→ HOW TO COMPLETE THIS TASK: Below are records to be output exactly, every one of them.

□ □ □ □ □ □ □

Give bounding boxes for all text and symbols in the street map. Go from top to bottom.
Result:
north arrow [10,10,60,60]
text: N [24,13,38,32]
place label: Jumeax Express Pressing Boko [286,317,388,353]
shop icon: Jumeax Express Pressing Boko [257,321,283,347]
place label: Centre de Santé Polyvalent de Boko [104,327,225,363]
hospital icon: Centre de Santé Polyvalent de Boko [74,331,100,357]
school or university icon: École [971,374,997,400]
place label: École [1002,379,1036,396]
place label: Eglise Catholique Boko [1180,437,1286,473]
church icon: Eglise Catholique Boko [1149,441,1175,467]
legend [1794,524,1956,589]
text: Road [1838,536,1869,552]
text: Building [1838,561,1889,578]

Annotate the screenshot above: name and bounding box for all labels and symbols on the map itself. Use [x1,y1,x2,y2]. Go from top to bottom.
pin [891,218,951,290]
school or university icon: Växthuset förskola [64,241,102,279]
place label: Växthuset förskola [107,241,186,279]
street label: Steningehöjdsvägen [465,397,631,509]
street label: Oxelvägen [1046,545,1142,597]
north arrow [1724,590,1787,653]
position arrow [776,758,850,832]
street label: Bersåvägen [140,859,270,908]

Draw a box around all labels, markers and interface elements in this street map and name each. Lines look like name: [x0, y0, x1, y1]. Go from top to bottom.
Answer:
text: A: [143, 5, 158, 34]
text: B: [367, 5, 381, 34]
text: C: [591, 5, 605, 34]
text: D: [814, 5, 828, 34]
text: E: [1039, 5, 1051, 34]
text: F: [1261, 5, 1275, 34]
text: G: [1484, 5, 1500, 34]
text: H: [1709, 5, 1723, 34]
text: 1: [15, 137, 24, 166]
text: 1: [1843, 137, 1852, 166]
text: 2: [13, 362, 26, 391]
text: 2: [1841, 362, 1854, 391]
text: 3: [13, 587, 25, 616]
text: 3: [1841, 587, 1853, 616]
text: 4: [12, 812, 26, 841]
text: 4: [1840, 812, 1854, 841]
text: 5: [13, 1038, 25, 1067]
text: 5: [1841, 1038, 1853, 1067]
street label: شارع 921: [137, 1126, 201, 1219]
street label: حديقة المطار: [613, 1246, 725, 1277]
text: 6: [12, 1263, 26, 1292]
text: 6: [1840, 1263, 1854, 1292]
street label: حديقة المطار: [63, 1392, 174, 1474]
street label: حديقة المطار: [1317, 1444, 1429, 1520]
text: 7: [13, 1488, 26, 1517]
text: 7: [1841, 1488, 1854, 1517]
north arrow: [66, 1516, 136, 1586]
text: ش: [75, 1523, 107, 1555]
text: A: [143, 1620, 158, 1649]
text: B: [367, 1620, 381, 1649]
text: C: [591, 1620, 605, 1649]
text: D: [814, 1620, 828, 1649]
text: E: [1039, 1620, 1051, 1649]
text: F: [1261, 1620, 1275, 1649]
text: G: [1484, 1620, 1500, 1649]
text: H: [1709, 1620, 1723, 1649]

□ □ □ □ □ □ □

→ COMPLETED TASK:
Give bounding boxes for all text and symbols in the street map. Go from top to bottom.
Result:
north arrow [10,10,60,60]
text: N [24,13,38,32]
place label: Jumeax Express Pressing Boko [286,317,388,353]
shop icon: Jumeax Express Pressing Boko [257,321,283,347]
place label: Centre de Santé Polyvalent de Boko [104,327,225,363]
hospital icon: Centre de Santé Polyvalent de Boko [74,331,100,357]
school or university icon: École [971,374,997,400]
place label: École [1002,379,1036,396]
place label: Eglise Catholique Boko [1180,437,1286,473]
church icon: Eglise Catholique Boko [1149,441,1175,467]
legend [1794,524,1956,589]
text: Road [1838,536,1869,552]
text: Building [1838,561,1889,578]

Annotate the screenshot above: name and bounding box for all labels and symbols on the map itself. Use [x1,y1,x2,y2]. Go from top to bottom.
pin [891,218,951,290]
school or university icon: Växthuset förskola [64,241,102,279]
place label: Växthuset förskola [107,241,186,279]
street label: Steningehöjdsvägen [465,397,631,509]
street label: Oxelvägen [1046,545,1142,597]
north arrow [1724,590,1787,653]
position arrow [776,758,850,832]
street label: Bersåvägen [140,859,270,908]

Draw a box around all labels, markers and interface elements in this street map and name each. Lines look like name: [x0, y0, x1, y1]. Go from top to bottom.
Answer:
text: A: [143, 5, 158, 34]
text: B: [367, 5, 381, 34]
text: C: [591, 5, 605, 34]
text: D: [814, 5, 828, 34]
text: E: [1039, 5, 1051, 34]
text: F: [1261, 5, 1275, 34]
text: G: [1484, 5, 1500, 34]
text: H: [1709, 5, 1723, 34]
text: 1: [15, 137, 24, 166]
text: 1: [1843, 137, 1852, 166]
text: 2: [13, 362, 26, 391]
text: 2: [1841, 362, 1854, 391]
text: 3: [13, 587, 25, 616]
text: 3: [1841, 587, 1853, 616]
text: 4: [12, 812, 26, 841]
text: 4: [1840, 812, 1854, 841]
text: 5: [13, 1038, 25, 1067]
text: 5: [1841, 1038, 1853, 1067]
street label: شارع 921: [137, 1126, 201, 1219]
street label: حديقة المطار: [613, 1246, 725, 1277]
text: 6: [12, 1263, 26, 1292]
text: 6: [1840, 1263, 1854, 1292]
street label: حديقة المطار: [63, 1392, 174, 1474]
street label: حديقة المطار: [1317, 1444, 1429, 1520]
text: 7: [13, 1488, 26, 1517]
text: 7: [1841, 1488, 1854, 1517]
north arrow: [66, 1516, 136, 1586]
text: ش: [75, 1523, 107, 1555]
text: A: [143, 1620, 158, 1649]
text: B: [367, 1620, 381, 1649]
text: C: [591, 1620, 605, 1649]
text: D: [814, 1620, 828, 1649]
text: E: [1039, 1620, 1051, 1649]
text: F: [1261, 1620, 1275, 1649]
text: G: [1484, 1620, 1500, 1649]
text: H: [1709, 1620, 1723, 1649]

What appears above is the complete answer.